# Pugle



## LaurJen (Aug 10, 2006)

Who is cute and hyper? The dog or your SIL?


----------



## Carsonsdaddy (Nov 1, 2006)

LaurJen said:


> Who is cute and hyper? The dog or your SIL?


Oh, that would be the dog...SIL is high maitenence.


----------



## jeffreyzone (Feb 8, 2006)

That's a cute little dog!


----------



## Carsonsdaddy (Nov 1, 2006)

jeffreyzone said:


> That's a cute little dog!


Yeah, I don't like little dogs but I do like her. I still wouldn't get one, but I like her.


----------



## Booker (Nov 14, 2006)

Oh now she's cute...for a little yappy thing lol


----------



## LaurJen (Aug 10, 2006)

Carsonsdaddy said:


> Yeah, I don't like little dogs but I do like her. I still wouldn't get one, but I like her.


Who? Your sister-in-law?


----------



## LauraEyes2 (Sep 16, 2005)

Booker said:


> Oh now she's cute...for a little yappy thing lol


Thats not nice to talk about his sister in law like that


----------



## Ninde'Gold (Oct 21, 2006)

I think Puggles are cute.  Probably the only "designer breed" that I like.

This is wy off topic, but as I post this, there's this advertisement beside the reply box that says "101 uses for a Golden" and I swear, it looks like the Golden is holding a big vibrator in its mouth.... lol....

Or maybe it's a thermos...haha. I guess it depends on how dirty minded one is...

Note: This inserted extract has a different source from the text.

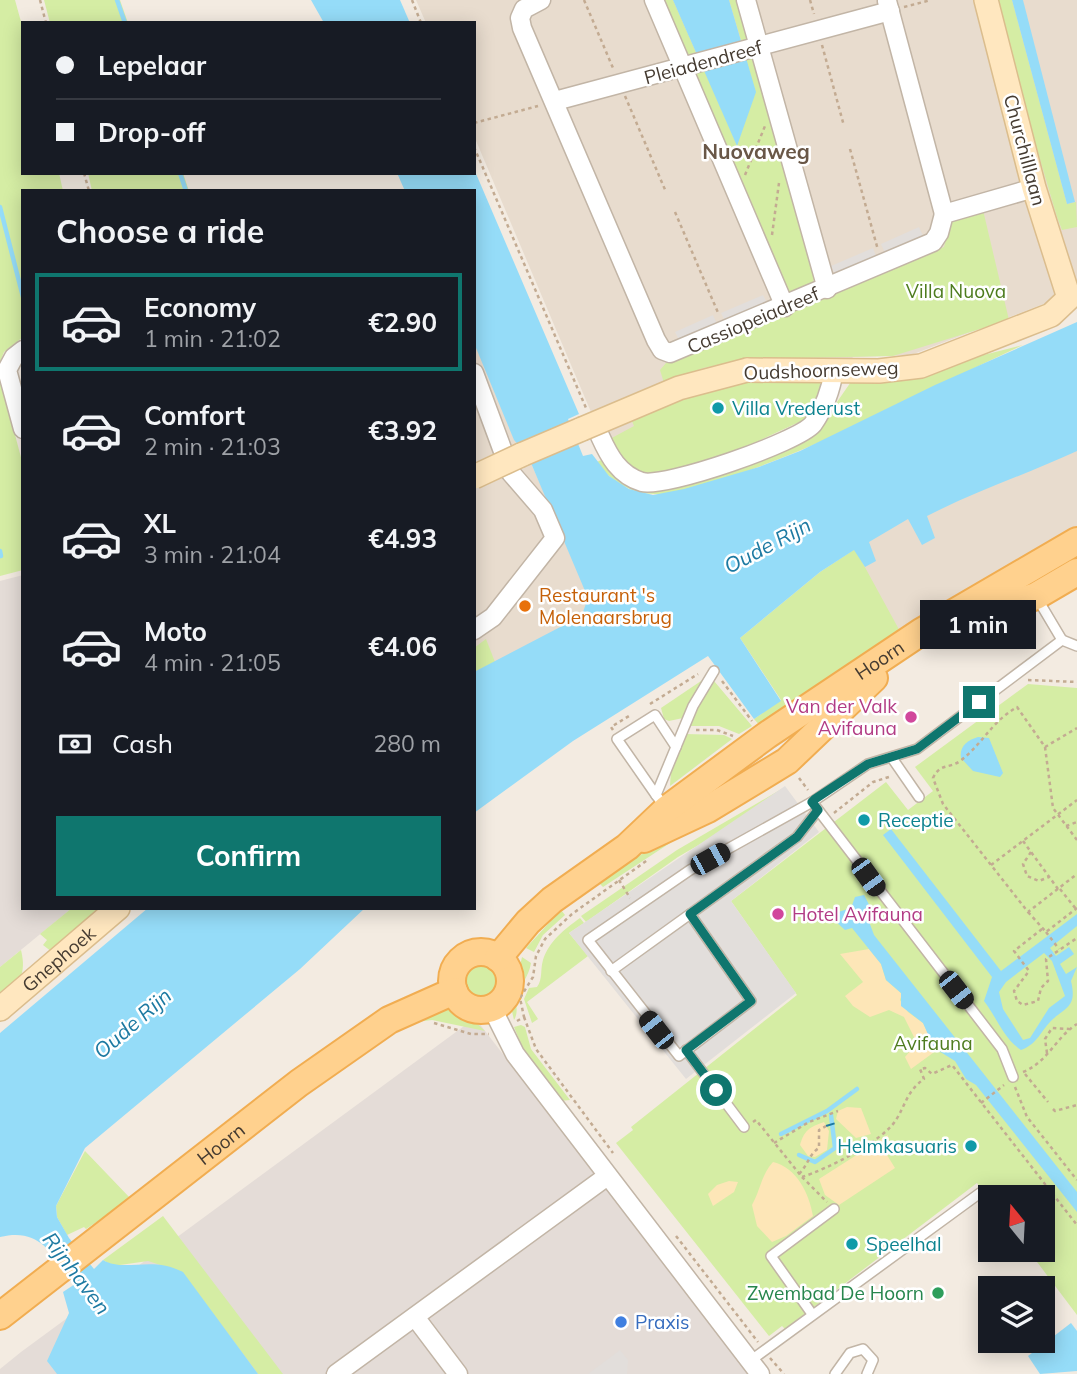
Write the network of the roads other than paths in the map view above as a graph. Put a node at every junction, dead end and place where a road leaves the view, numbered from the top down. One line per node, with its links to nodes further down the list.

Back on topic... cute puppy!! How old?


----------



## Ginny (Nov 17, 2006)

I have never heard of a Pugle before. At first I thought you were gonna say Carson had some kind of accident and you had called it a "Pugle" as some people like to give endearing terms to bodily functions.....anyway he is a cutie My husband has repeatedly said he never wants a small dog. He wants a Dog that looks Big and manly but snuggles like a teddy bear!!


----------



## njb (Oct 5, 2006)

You would not get one of those dogs or one of those SIL'S? And just who is fat and sassy and who is short and yippie?


----------



## Carsonsdaddy (Nov 1, 2006)

Well the dog is short and yipee, and the SIL is just sassy!  I don't like any dog that's shorter than my knees(unless it's a puppy of course). I need me a big doggie!  I tried to talk wifey into getting a Mastiff...but _aparently_ they are just too big.


----------



## Katiesmommy (Sep 10, 2006)

Cute picture...................................


----------



## Selena (Dec 26, 2006)

Carsonsdaddy said:


> Well the dog is short and yipee, and the SIL is just sassy!  I don't like any dog that's shorter than my knees(unless it's a puppy of course). I need me a big doggie!  I tried to talk wifey into getting a Mastiff...but _aparently_ they are just too big.


I have been begging my husband for a blue mastiff for years. He says the same thing. I was told I would need a third job to feed it. :doh:


----------



## Buuddy (Jan 11, 2007)

MY BEAGLE IS HOTTER!! cute puppy though!


----------